Um petardo de Perri contra a juiza Selma

Voto de Orlando Perri pelo afastamento da juíza Selma Arruda do julgamento de Roseli Barbosa by Enock Cavalcanti on Scribd

Orlando Perri e Selma Arruda

Orlando Perri e Selma Arruda

Vitória dos juízes garantistas. As decisões desta segunda-feira, na Segunda Câmara Criminal do Tribunal de Justiça resultaram no afastamento da juíza Selma Arruda do julgamento da ação penal derivada da Operação Arqueiro. No entendimento dos desembargadores, a juíza Selma Arruda, que também é responsável pelo julgamento do ex-governador Silval Barbosa, teria agido com parcialidade ao julgar a esposa do ex-governador, a sra. Roseli Arruda.

Quem não consegue manter a parcialidade para julgar a esposa do homem terá a necessária imparcialidade para julgar o homem? Nos bastidores do Judiciário é grande a expectativa com relação ao impacto que a decisão desta quarta-feira terá em outros julgamentos conduzidos pela juiza Selma Arruda, como nos processos da Operação Sodoma.
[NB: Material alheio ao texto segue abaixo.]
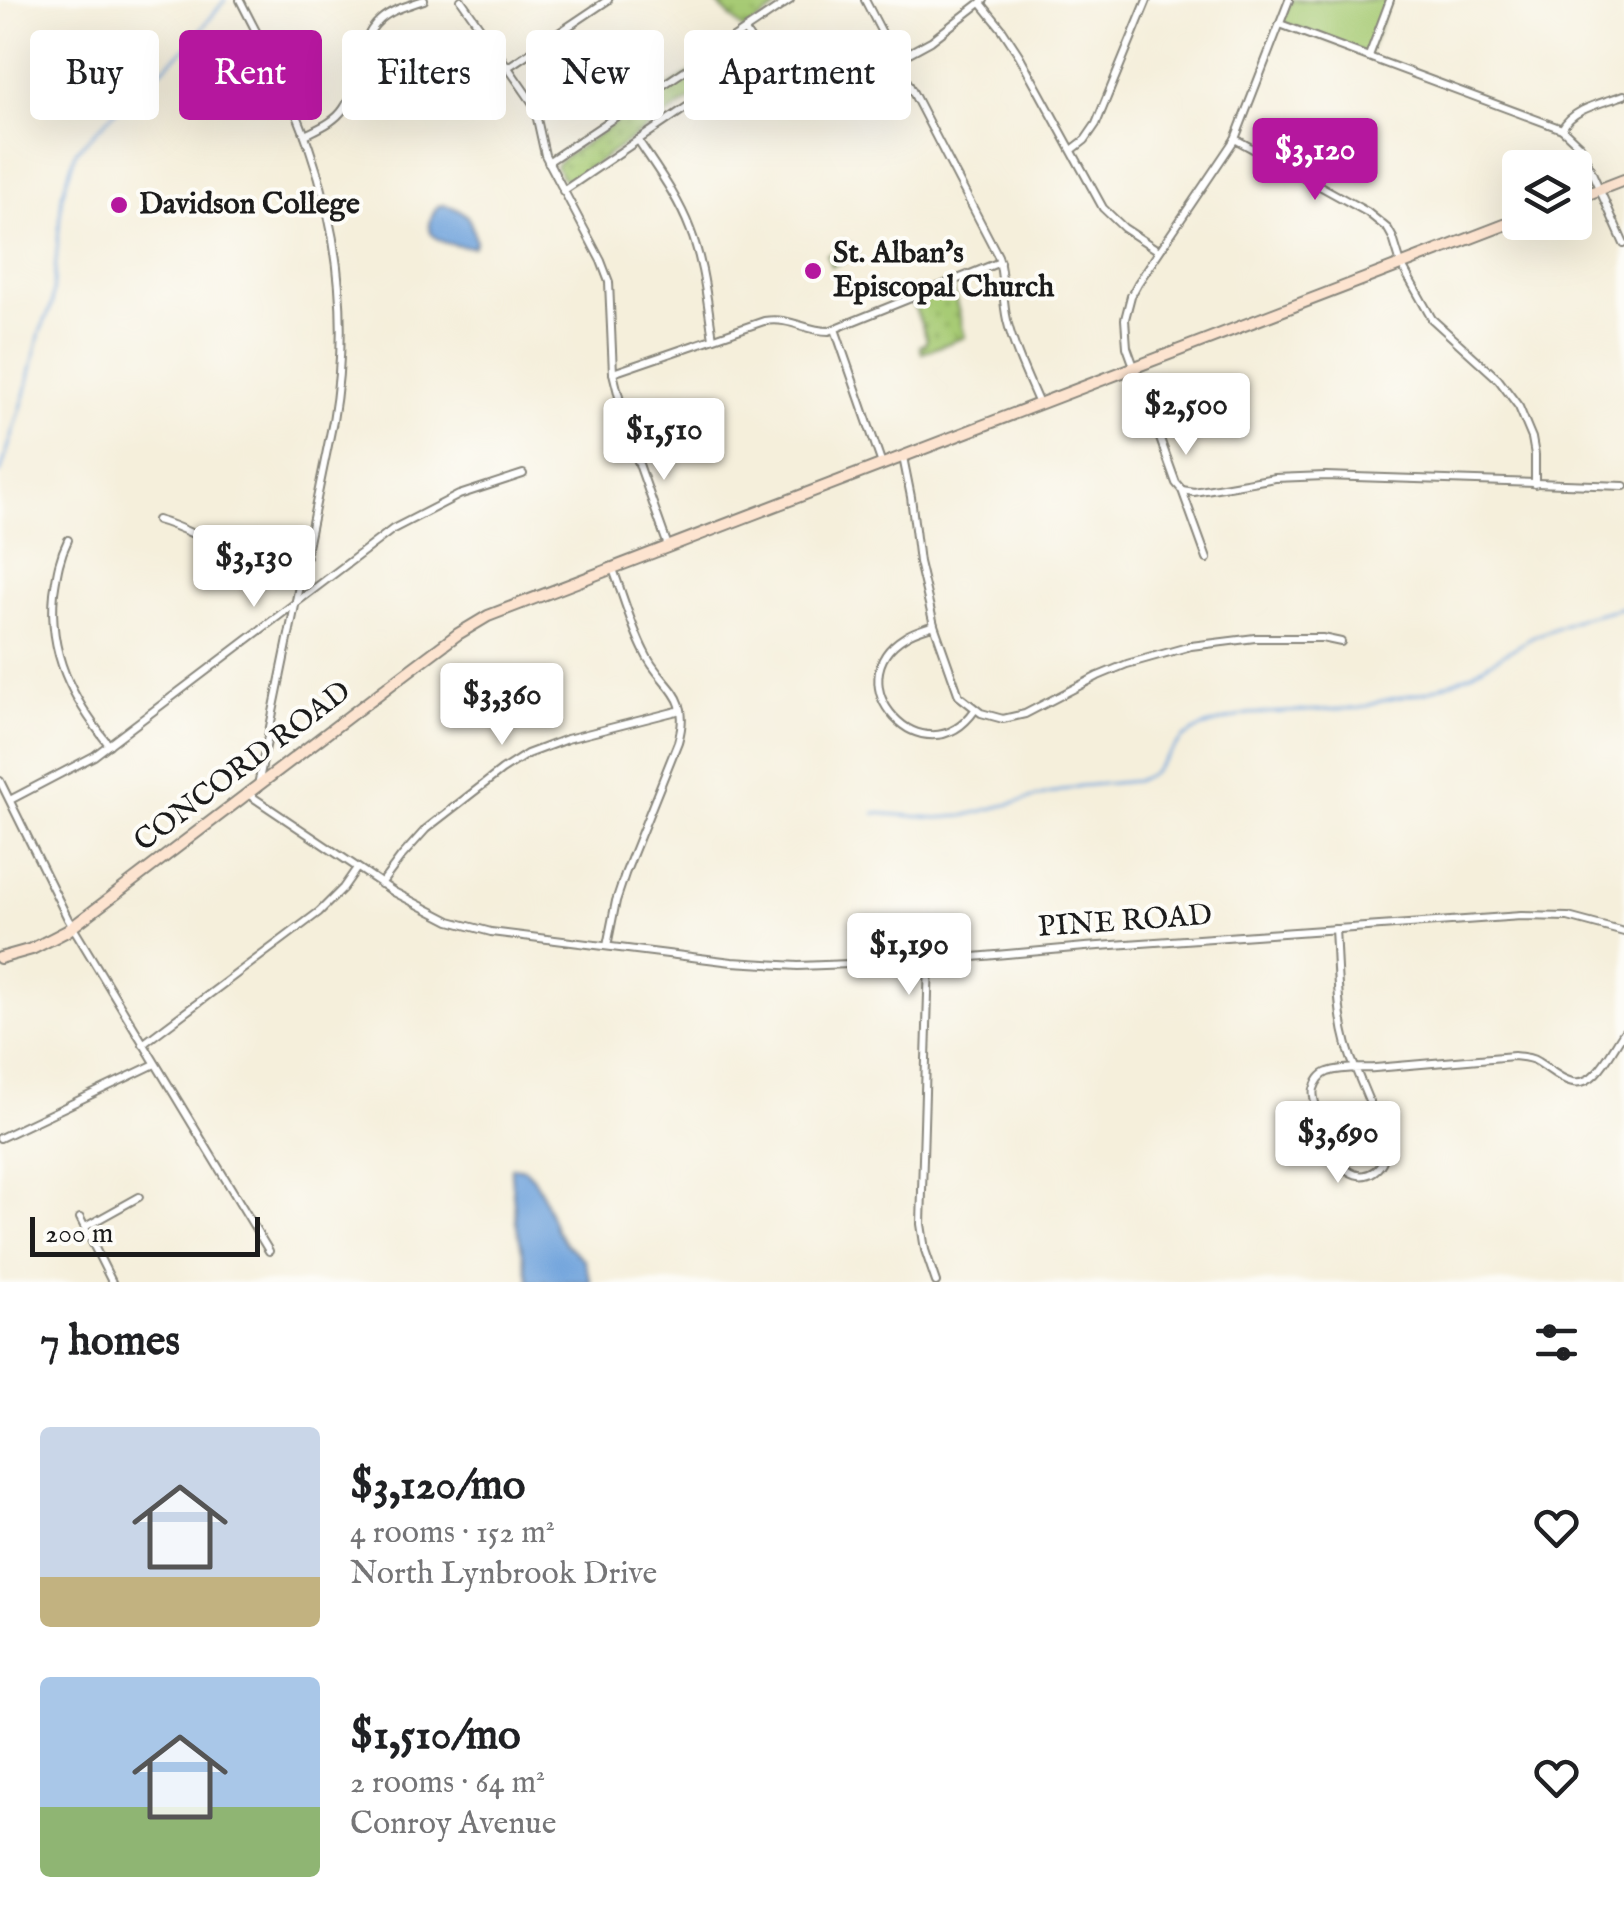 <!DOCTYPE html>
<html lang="en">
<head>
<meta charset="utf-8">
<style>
	body { margin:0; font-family:"IM FELL English",serif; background:#f2f2f2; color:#202124; height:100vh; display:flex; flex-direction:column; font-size:38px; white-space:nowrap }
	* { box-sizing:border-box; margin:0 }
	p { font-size:32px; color:#757577 }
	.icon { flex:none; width:55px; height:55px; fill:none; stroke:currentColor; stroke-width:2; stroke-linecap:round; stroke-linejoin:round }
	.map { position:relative; height:1282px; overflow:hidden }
	.side { display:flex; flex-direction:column; background:#fff; flex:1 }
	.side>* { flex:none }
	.banner { position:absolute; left:30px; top:30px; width:1000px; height:90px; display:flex; gap:20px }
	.tools { position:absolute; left:1502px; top:150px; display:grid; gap:20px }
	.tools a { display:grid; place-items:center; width:90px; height:90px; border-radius:10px; background:#fff; box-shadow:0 10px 40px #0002; font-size:50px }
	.scale { position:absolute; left:30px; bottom:25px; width:230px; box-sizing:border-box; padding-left:10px; border:5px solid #1c1c1c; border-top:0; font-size:28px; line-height:35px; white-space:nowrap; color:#1c1c1c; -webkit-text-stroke:8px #fdfcf7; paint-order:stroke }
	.price { position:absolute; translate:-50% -85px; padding:0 22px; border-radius:10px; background:#fff; color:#222; font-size:32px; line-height:65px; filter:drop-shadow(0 2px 5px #0008) }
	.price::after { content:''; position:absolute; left:50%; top:60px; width:30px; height:22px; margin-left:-15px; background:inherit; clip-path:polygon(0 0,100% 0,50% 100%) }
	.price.on { background:#b5179e; color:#fff }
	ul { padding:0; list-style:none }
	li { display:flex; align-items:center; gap:30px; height:250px; padding:0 40px }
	li span { display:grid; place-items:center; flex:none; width:280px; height:200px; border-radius:10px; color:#555 }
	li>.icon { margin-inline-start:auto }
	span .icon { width:120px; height:120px; fill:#fffc; stroke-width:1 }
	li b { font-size:42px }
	h2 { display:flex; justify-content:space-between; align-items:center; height:120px; padding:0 40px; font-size:42px }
	.tag { padding:0 35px; border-radius:10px; background:#fff; box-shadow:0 10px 40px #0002; font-size:35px; line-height:90px }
	.tag.on { background:#b5179e; color:#fff }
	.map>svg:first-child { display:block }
	.grass { fill:#a7cb74; stroke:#627448; stroke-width:2.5 }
	.park { fill:url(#park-dots); stroke:#627448; stroke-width:2.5 }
	.water { fill:#6fa3dc; stroke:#46607c; stroke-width:2.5 }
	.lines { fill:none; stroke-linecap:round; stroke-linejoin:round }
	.stream { stroke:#6fa3dc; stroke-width:2.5 }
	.street-casing { stroke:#88867c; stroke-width:10 }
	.secondary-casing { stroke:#88867c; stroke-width:14 }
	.street { stroke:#fff; stroke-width:6 }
	.secondary { stroke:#fde4d0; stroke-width:10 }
	.poi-dot { fill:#b5179e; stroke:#fdfcf7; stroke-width:4 }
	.labels { text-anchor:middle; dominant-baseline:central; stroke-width:8; stroke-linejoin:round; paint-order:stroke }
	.poi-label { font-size:30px; font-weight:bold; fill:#1c1c1c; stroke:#fdfcf7; text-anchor:start }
	.street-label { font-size:30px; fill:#1c1c1c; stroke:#fdfcf7 }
</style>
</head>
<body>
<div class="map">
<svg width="1624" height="1282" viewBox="0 0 1624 1282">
	<defs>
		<pattern id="park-dots" width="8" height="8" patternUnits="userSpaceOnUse" patternTransform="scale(2.5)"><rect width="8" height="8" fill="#a7cb74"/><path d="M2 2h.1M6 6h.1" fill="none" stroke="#8fae64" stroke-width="1.8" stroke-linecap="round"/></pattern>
	</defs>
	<rect width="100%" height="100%" fill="#fdfcf7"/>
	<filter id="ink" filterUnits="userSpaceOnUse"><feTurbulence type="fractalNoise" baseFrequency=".01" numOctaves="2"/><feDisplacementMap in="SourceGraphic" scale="20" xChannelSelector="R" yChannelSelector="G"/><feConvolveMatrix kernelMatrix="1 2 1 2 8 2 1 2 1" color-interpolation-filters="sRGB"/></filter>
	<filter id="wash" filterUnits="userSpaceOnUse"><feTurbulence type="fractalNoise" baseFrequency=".0048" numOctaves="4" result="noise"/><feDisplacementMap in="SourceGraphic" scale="40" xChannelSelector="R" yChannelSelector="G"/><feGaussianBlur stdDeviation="2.25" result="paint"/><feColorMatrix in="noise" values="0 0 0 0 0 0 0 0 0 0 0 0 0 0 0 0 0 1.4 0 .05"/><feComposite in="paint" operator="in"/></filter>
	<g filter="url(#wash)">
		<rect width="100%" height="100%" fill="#f5efdb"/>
		<polygon class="grass" points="1291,0 1389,0 1368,55 1282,23"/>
		<g class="park">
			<polygon points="713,0 768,0 777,8 744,30"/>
			<polygon points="736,42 742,42 750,54 749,60 571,180 562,178 556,166 563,158"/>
			<polygon points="843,240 856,248 859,255 831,266 827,255 836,251"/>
			<polygon points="951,282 965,337 922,353 920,346 925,344 927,339 911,298"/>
		</g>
		<g class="water">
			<path d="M444 205C468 210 471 219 476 242L473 247C445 246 415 238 438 206Z"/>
			<polygon points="514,1167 525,1169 533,1177 541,1191 555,1228 565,1243 584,1260 591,1282 529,1282 516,1222 511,1175 511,1168"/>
		</g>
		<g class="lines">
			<g class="stream">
				<polyline points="0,474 25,395 40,332 52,305 62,195 76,151 129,98 149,84 162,69 188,46 225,0"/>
				<polyline points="874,813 937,818 963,816 1080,786 1136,781 1152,773 1183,738 1202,727 1247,714 1361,708 1381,701 1426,692 1469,675 1533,637 1580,618 1624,607"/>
			</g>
		</g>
	</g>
	<g filter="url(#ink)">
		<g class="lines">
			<defs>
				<g id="street">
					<path d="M240 0C264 48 292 96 309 147 340 236 349 327 333 421L258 785"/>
					<polyline points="461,0 534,105 545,155 601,261 609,282 613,373 628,433 668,546"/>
					<path d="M865 0 998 256C1004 277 1002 298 1007 320 1014 349 1027 376 1039 404"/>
					<polyline points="981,3 1002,29 1019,55 1103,208 1124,228 1159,251"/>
					<polyline points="1280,24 1562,129 1580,146 1624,244"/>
					<polyline points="745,31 799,112"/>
					<polyline points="1369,56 1390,0"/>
					<polyline points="896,60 931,41 984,0"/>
					<polyline points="508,67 608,0"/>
					<path d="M1562 129C1573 108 1603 103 1624 95"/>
					<path d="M305 135C319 128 335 122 344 108 362 81 355 42 380 20 392 9 410 5 424 0"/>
					<polyline points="1235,139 1367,212 1388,229 1393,238 1401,264 1432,319 1498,379 1519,407 1532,438 1535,455 1535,484"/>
					<path d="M638 140C657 169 678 197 690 229 704 264 707 302 713 338"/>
					<polyline points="1072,150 1085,140 1096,124 1147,0"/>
					<polyline points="548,162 790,0"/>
					<polyline points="563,191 762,56"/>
					<polyline points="835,329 882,464"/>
					<path d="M613 373 764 321C792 317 804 331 829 331L1000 262"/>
					<polyline points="903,457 911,497 919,562 934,625 959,696 981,713 1003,719 1025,714 1098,676 1127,664 1191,646 1255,638 1322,638 1341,642"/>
					<polyline points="1182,490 1194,492 1275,478 1325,476 1624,486"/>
					<path d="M157 520C184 527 207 543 233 550 256 556 283 553 307 557"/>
					<path d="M68 540C59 558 57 573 54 593 48 654 72 698 109 745"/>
					<polyline points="1207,559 1182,490 1176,483 1127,347 1125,319 1131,296 1138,283 1235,139 1289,0"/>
					<path d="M934 625C924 629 913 631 905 637 833 681 924 782 975 710"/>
					<polyline points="0,781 68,919 269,1251"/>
					<polyline points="248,794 394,892 450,921 491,932 732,962 798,966 929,961 1085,947 1521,916 1568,917 1624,932"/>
					<polyline points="10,800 94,756 393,529 459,495 523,474"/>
					<polyline points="381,884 401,857 426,829 502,770 527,754 567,739 681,710"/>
					<path d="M1335 929C1338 974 1336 1028 1356 1070L1385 1140C1391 1166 1364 1188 1344 1167 1335 1157 1310 1101 1314 1089 1316 1082 1321 1074 1328 1072 1342 1067 1361 1069 1375 1068 1421 1064 1468 1060 1514 1056 1523 1057 1531 1057 1538 1062 1556 1073 1575 1095 1596 1073 1607 1062 1615 1045 1624 1032"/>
					<path d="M607 946 616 901 625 874 678 742C693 691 661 689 644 651 631 625 623 596 613 569"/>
					<polyline points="929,961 921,1224 925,1250 936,1282"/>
					<polyline points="143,1044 319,912 343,888 357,868"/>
					<polyline points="0,1138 155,1064"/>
					<polyline points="80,1218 112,1282"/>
					<polyline points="85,1227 139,1197"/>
				</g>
				<g id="secondary">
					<polyline points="1575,199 1624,180"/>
					<polyline points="0,958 32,949 67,931 410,670 458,634 488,616 1520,219"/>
				</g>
			</defs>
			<use href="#street" class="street-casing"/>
			<use href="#secondary" class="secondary-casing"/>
			<use href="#street" class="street"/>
			<use href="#secondary" class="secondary"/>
		</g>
	</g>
	<g class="poi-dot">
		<circle cx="119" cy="205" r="10"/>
		<circle cx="813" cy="271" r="10"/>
	</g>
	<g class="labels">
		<g class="poi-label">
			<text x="139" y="205">Davidson College</text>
			<text x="833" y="254">St. Alban's<tspan x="833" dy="34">Episcopal Church</tspan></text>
		</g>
		<g class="street-label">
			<text transform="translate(243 767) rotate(-37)">CONCORD ROAD</text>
			<text transform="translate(1125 922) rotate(-4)">PINE ROAD</text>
		</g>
	</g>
</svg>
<div class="tools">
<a><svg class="icon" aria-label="layers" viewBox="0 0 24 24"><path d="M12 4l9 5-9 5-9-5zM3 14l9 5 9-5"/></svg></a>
</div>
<div class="scale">200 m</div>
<b class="price on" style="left:1315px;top:203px">$3,120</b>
<b class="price" style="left:1186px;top:458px">$2,500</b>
<b class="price" style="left:664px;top:483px">$1,510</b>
<b class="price" style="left:254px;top:610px">$3,130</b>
<b class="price" style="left:502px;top:748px">$3,360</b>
<b class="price" style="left:909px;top:998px">$1,190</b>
<b class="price" style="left:1338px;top:1186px">$3,690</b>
<div class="banner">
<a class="tag">Buy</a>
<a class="tag on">Rent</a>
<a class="tag">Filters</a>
<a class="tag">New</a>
<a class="tag">Apartment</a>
</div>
</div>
<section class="side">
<h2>7 homes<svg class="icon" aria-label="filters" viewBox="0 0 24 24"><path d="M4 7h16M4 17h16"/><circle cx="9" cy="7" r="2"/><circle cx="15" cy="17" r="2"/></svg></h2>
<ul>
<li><span style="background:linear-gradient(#c9d6e8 75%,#c2b280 0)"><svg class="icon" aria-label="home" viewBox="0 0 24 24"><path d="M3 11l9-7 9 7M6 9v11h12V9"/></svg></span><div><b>$3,120/mo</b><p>4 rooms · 152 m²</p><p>North Lynbrook Drive</p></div><svg class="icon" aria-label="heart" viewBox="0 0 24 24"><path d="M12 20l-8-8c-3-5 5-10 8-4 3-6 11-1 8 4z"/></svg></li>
<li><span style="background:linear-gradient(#a9c7e8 65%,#8fb573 0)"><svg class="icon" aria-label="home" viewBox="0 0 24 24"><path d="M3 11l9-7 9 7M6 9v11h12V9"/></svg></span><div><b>$1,510/mo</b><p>2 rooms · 64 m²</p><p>Conroy Avenue</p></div><svg class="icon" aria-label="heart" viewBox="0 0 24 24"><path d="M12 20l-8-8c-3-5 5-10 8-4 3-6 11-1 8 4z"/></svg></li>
</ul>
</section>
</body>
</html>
Vejam que essa decisão acontece na mesma semana em que os advogados de defesa nos julgamentos da Sodoma começaram a questionar o papel do CIRA, criado por Pedro Taques nestes julgamentos, com intuito evidente de aventar a possibilidade de estamos diante de julgamentos com forte componente político, a exemplo do que se argumenta com relação aos julgamentos da Operação Lava Jato e das atitudes do juiz federal paranaense Sérgio Moro.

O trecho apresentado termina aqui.